Devices Unregister on CCM!!!!

Ayodeji Okanlawon · ‎01-17-2008

Hi,

Recetly there have been a few complaints from users that sometimes when they make calls, the calls just drops out.

I then opened CCM traces and I found out that devices are unregistering with the CCM...My event viewver if filled up with these messages

I then looked at the event viewer and I was alarmed to find out that lots of devices are unregistering with CCM even my MGCP endpoint.

These are a few messages from the event viewer...

Error: DeviceUnregistered - Device unregistered.

Device name.: SEP0013C35A960B

Device IP address.: 192.168.105.36

Device type. [Optional]: 8

Device description [Optional].: SEP0013C35A960B

Reason Code [Optional].: 8

App ID: Cisco CallManager

Cluster ID: StandAloneCluster

Node ID: 192.168.2.12

Error: DeviceUnregistered - Device unregistered.

Device name.: SEP000750833786

Device IP address.: 192.168.105.159

Device type. [Optional]: 8

Device description [Optional].: SEP000750833786

Reason Code [Optional].: 8

App ID: Cisco CallManager

Cluster ID: StandAloneCluster

Node ID: 192.168.2.12

Error: DChannelOOS - D channel out of service.

Device Name.: S0/SU2/DS1-0@NSCFelthamVG

Device IP address: 192.168.105.240

Channel Id.: 16

Unique channel Id: S0/SU2/DS1-0@NSCFelthamVG:16

Reason [Optional].: 0

App ID: Cisco CallManager

Cluster ID: StandAloneCluster

Node ID: 192.168.2.12

Explanation: Indicated D channel has gone out of service.

Recommended Action: Contact TAC for help if this alarm continue to generate..

Error: BChannelOOS - B channel out of service.

Device Name.: S0/SU2/DS1-0@NSCFelthamVG

Channel Id.: 8

Unique channel Id: S0/SU2/DS1-0@NSCFelthamVG:8

Reason [Optional].: 0

App ID: Cisco CallManager

Cluster ID: StandAloneCluster

Node ID: 192.168.2.12

Explanation: Indicated B channel has gone out of service.

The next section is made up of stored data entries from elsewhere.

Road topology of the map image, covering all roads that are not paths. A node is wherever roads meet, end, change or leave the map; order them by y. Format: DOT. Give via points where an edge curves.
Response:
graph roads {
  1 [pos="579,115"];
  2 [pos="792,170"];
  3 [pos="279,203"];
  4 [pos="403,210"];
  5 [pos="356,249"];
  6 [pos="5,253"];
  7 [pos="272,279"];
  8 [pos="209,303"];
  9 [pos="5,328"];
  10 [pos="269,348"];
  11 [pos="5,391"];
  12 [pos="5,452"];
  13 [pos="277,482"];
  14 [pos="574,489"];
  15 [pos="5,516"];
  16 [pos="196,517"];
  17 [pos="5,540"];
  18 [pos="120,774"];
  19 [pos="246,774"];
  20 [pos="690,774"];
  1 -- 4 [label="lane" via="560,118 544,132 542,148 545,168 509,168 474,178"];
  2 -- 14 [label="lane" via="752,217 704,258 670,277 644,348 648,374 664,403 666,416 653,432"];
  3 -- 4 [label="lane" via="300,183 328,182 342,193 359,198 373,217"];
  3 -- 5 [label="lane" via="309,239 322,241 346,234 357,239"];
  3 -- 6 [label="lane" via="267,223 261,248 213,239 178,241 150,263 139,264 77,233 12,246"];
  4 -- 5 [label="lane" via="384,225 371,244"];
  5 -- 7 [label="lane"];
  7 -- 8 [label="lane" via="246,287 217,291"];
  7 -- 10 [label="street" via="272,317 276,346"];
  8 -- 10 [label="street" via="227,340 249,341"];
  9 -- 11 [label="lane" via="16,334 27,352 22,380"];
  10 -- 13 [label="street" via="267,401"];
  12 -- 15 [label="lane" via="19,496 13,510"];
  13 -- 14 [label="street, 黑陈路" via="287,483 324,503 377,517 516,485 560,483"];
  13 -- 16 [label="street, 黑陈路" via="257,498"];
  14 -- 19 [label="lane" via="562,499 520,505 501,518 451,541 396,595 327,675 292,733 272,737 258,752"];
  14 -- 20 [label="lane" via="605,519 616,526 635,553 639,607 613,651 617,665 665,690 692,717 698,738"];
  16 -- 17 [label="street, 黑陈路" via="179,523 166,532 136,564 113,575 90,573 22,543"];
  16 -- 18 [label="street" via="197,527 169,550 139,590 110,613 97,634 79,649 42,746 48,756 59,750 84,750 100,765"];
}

Recommended Action: Contact TAC for help if this alarm continue to generate..

Error: BChannelOOS - B channel out of service.

Device Name.: S0/SU2/DS1-0@NSCFelthamVG

Channel Id.: 8

Unique channel Id: S0/SU2/DS1-0@NSCFelthamVG:8

Reason [Optional].: 0

App ID: Cisco CallManager

Cluster ID: StandAloneCluster

Node ID: 192.168.2.12

Explanation: Indicated B channel has gone out of service.

Recommended Action: Contact TAC for help if this alarm continue to generate..

Error: BChannelOOS - B channel out of service.

Device Name.: S0/SU2/DS1-0@NSCFelthamVG

Channel Id.: 6

Unique channel Id: S0/SU2/DS1-0@NSCFelthamVG:6

Reason [Optional].: 0

App ID: Cisco CallManager

Cluster ID: StandAloneCluster

Node ID: 192.168.2.12

Explanation: Indicated B channel has gone out of service.

Recommended Action: Contact TAC for help if this alarm continue to generate..

Error: DeviceUnregistered - Device unregistered.

Device name.: MTP-IPCS3825

Device IP address.: 192.168.105.240

Device type. [Optional]: 112

Device description [Optional].: MTP-IPCS3825

Reason Code [Optional].: 9

App ID: Cisco CallManager

Cluster ID: StandAloneCluster

Node ID: 192.168.2.12

Error: DeviceUnregistered - Device unregistered.

Device name.: S0/SU2/DS1-0@NSCFelthamVG

Device IP address.: 192.168.105.240

Device type. [Optional]: 121

Device description [Optional].: S0/SU2/DS1-0@192.168.105.240

Reason Code [Optional].: 8

App ID: Cisco CallManager

Cluster ID: StandAloneCluster

Node ID: 192.168.2.12

Please what do I need to do wo resolve this.

what does optional code 8 refers to with regards to the IP phones reason code.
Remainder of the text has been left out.